I'm not the most experienced person - but I ran into this as well. The reason I started playing was because the situation had become so unberable and I couldn't cope so I ran away from it. Obviously I can't just walk back into it and start dealing with it :)

I don't know if this is the best answer but I feel that a creative distraction would be helpful. 'Doing' things definitely takes my mind off it - like you said cycling was a good thing for me also. The other activities that helped me a lot - one was volunteering. I couldn't really do much initially because I myself needed so much help, but I just hung around and did a few odd jobs here and there. Gradually I could do more, and also I started making some friends, however casually. It was just a space where I could forget things, and also feel /know that I was contributing. It helped that the group I was with were not Demanding at all - and the work I did was really low-key. It takes almost nothing to stand around at a stall and say the same thing to people, but it can help that group so much to have a volunter. Just stuff like that. Over time I got told that I was one of the best volunteers of the year :p Which is an ego boost, but really doesn't matter. The fact is that it helped me way more, and that despite not pushing myself out of a comfort zone, I was able to make a difference to them.

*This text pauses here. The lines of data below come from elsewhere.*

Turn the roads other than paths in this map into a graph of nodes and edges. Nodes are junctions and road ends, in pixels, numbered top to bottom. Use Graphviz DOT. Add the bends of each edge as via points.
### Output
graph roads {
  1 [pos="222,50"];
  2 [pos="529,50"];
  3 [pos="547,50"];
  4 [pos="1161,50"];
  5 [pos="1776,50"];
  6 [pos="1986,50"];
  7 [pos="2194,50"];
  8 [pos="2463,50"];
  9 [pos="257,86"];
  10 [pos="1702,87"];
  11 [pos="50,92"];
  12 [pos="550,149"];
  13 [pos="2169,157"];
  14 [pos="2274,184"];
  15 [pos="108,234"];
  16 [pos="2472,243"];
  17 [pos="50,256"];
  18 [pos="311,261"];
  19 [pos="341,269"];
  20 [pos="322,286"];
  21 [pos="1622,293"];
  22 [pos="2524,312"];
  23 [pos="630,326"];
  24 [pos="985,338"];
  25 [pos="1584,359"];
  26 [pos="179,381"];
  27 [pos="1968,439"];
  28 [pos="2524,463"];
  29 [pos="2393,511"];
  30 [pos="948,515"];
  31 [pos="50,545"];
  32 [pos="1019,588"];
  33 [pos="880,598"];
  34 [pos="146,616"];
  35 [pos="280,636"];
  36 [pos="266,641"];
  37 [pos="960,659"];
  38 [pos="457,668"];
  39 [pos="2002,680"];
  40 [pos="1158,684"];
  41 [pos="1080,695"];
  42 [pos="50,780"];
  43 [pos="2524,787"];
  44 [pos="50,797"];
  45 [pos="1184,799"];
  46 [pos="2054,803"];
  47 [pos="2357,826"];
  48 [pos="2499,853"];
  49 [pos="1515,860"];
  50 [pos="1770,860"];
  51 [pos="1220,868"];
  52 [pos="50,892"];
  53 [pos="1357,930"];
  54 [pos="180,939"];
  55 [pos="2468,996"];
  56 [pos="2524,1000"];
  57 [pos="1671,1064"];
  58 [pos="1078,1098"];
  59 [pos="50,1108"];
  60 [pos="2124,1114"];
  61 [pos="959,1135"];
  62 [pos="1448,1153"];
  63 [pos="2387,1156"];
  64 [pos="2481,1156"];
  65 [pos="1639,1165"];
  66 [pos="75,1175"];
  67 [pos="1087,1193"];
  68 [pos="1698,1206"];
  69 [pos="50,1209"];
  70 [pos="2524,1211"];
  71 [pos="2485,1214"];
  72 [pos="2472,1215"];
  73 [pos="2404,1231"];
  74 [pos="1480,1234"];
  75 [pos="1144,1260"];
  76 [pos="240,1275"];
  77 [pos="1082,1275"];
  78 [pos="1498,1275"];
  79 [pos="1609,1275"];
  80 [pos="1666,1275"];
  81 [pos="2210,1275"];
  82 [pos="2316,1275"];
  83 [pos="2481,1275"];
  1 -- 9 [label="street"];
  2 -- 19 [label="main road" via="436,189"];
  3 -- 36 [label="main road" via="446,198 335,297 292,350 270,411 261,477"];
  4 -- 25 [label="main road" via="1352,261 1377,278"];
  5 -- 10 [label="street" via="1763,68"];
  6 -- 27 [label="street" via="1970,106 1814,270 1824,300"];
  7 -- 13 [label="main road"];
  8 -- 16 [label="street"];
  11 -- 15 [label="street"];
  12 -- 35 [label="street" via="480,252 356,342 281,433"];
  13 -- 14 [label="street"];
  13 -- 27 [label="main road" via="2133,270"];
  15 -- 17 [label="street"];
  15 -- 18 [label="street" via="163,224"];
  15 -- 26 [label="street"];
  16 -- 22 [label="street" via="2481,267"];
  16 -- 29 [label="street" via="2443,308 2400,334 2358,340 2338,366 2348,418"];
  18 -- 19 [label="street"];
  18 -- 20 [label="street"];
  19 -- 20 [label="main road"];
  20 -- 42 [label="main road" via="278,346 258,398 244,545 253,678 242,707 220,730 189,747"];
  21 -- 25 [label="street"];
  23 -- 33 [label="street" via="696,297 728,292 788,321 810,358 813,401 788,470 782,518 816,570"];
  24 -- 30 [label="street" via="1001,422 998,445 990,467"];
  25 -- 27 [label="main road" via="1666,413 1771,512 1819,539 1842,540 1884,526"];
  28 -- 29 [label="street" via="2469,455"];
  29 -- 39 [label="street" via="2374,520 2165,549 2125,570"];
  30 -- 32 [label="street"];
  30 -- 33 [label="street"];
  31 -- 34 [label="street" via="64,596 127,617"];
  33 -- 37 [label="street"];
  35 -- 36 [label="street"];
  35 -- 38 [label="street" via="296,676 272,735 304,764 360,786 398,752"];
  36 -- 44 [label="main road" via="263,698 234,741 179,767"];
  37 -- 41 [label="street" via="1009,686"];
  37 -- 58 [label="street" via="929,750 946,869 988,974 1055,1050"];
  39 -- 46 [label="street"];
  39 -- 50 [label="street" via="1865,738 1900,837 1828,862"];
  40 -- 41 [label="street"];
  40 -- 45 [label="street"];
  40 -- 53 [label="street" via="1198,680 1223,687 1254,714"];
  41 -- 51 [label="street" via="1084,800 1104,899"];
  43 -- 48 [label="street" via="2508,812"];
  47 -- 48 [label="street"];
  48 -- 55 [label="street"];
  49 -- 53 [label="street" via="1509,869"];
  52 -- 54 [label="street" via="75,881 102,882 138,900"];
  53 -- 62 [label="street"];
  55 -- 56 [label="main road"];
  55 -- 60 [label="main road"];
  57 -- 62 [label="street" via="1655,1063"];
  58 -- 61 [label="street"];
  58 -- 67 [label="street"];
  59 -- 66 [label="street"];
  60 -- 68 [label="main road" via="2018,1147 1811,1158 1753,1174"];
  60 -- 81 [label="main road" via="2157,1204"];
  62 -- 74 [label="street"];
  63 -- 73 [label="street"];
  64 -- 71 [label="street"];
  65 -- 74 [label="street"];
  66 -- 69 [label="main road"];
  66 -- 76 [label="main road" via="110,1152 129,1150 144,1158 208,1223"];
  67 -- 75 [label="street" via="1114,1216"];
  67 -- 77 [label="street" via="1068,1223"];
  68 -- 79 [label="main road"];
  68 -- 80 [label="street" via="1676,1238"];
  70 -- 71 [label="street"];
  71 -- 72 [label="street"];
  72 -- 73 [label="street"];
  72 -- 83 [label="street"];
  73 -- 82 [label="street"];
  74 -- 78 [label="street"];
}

Another thing that helped me was just to write a lot -if there's any creative thing you like to do, music, or painting, or anything like that - my friend likes to photoshop stuff - I find it really relaxing as a distraction.

My sponsor told me to meditate and it took me time to get around to it, but I really find it great. I wouldn't suggest it as a distraction really, for me it's more of an anxiety-coping thing in an immediate sense, but I can't do a lot of it yet :p

Swimming was lovely, though only while I swam - but that itself was great.

Reading - I started off with basic fiction stuff, and now I'm reading more. But developing new habits slowly is nice.

I think the point is - think of stuff you'd like to do, which you can pick up on slowly even.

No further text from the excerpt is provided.